## AVAILABLE RECORDS
::::

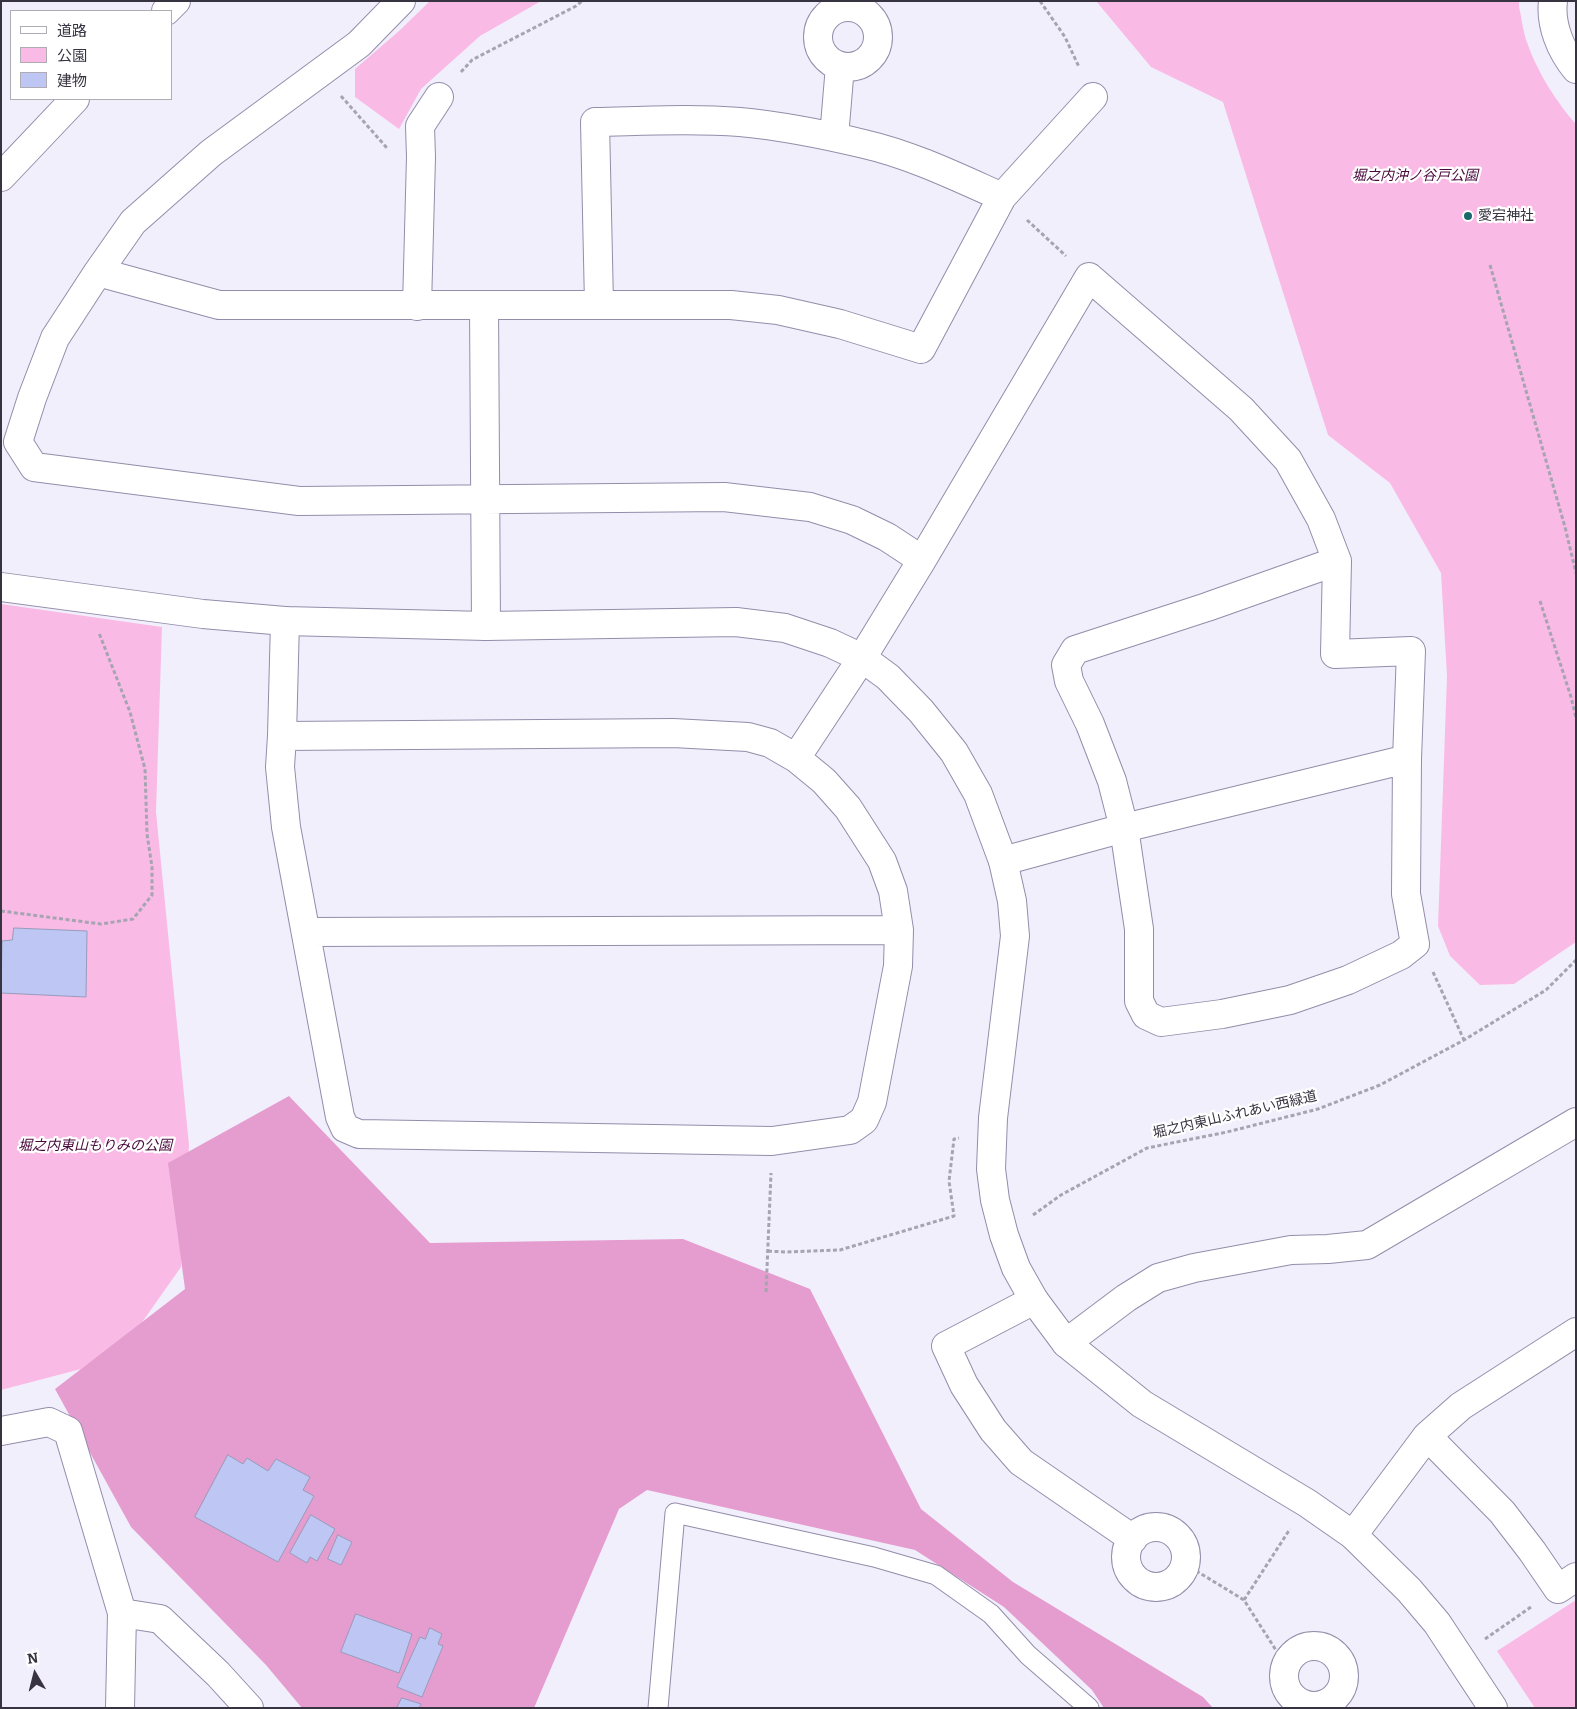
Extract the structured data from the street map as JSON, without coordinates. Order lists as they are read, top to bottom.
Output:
{
  "streets": {
    "path": ["堀之内東山ふれあい西緑道"]
  },
  "parks": ["堀之内沖ノ谷戸公園", "堀之内東山もりみの公園"],
  "places": ["愛宕神社"],
  "legend": ["道路", "公園", "建物"],
  "north": "top"
}
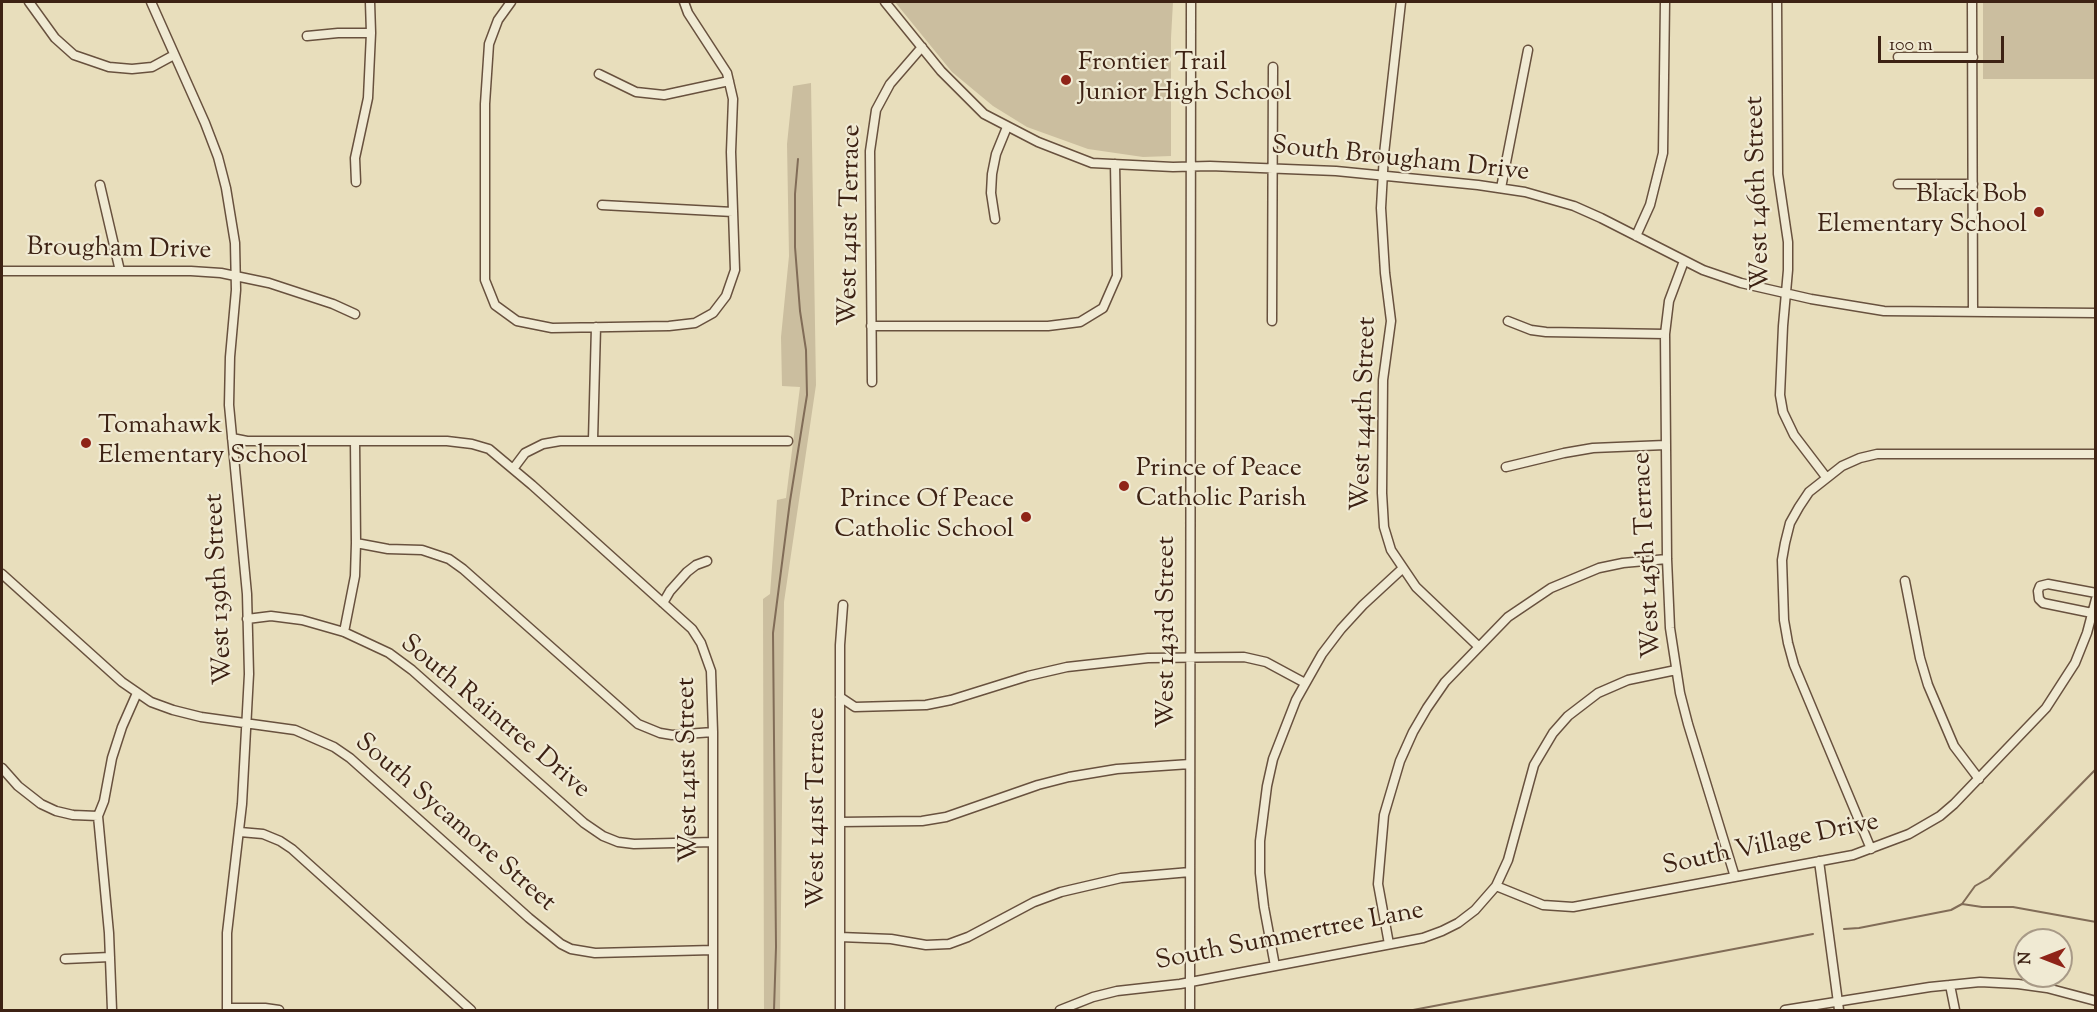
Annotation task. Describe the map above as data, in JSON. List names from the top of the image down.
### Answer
{
  "streets": {
    "street": [
      "South Brougham Drive",
      "West 146th Street",
      "West 141st Terrace",
      "Brougham Drive",
      "West 144th Street",
      "West 145th Terrace",
      "West 139th Street",
      "West 143rd Street",
      "South Raintree Drive",
      "West 141st Street",
      "South Sycamore Street",
      "South Village Drive",
      "South Summertree Lane"
    ]
  },
  "crossings": [
    ["South Brougham Drive", "West 146th Street"],
    ["South Brougham Drive", "West 141st Terrace"],
    ["South Brougham Drive", "West 144th Street"],
    ["South Brougham Drive", "West 145th Terrace"],
    ["South Brougham Drive", "West 143rd Street"],
    ["Brougham Drive", "West 139th Street"],
    ["West 145th Terrace", "South Village Drive"],
    ["West 145th Terrace", "South Summertree Lane"],
    ["West 139th Street", "South Raintree Drive"],
    ["West 139th Street", "West 141st Street"],
    ["West 139th Street", "South Sycamore Street"],
    ["West 143rd Street", "South Summertree Lane"],
    ["South Raintree Drive", "West 141st Street"],
    ["West 141st Street", "South Sycamore Street"],
    ["South Village Drive", "South Summertree Lane"]
  ],
  "places": [
    "Frontier Trail Junior High School",
    "Black Bob Elementary School",
    "Tomahawk Elementary School",
    "Prince of Peace Catholic Parish",
    "Prince Of Peace Catholic School"
  ],
  "scale_bar": "100 m",
  "north": "left"
}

::::

## WORK TASK
Exactly the lines from the top of the listing through the line holding "Annotation task. Describe" should be repeated, with pictures left out.

## OUTPUT OF THE EXERCISE
Extract the structured data from the street map as JSON, without coordinates. Order lists as they are read, top to bottom.
Output:
{
  "streets": {
    "path": ["堀之内東山ふれあい西緑道"]
  },
  "parks": ["堀之内沖ノ谷戸公園", "堀之内東山もりみの公園"],
  "places": ["愛宕神社"],
  "legend": ["道路", "公園", "建物"],
  "north": "top"
}
Annotation task. Describe the map above as data, in JSON. List names from the top of the image down.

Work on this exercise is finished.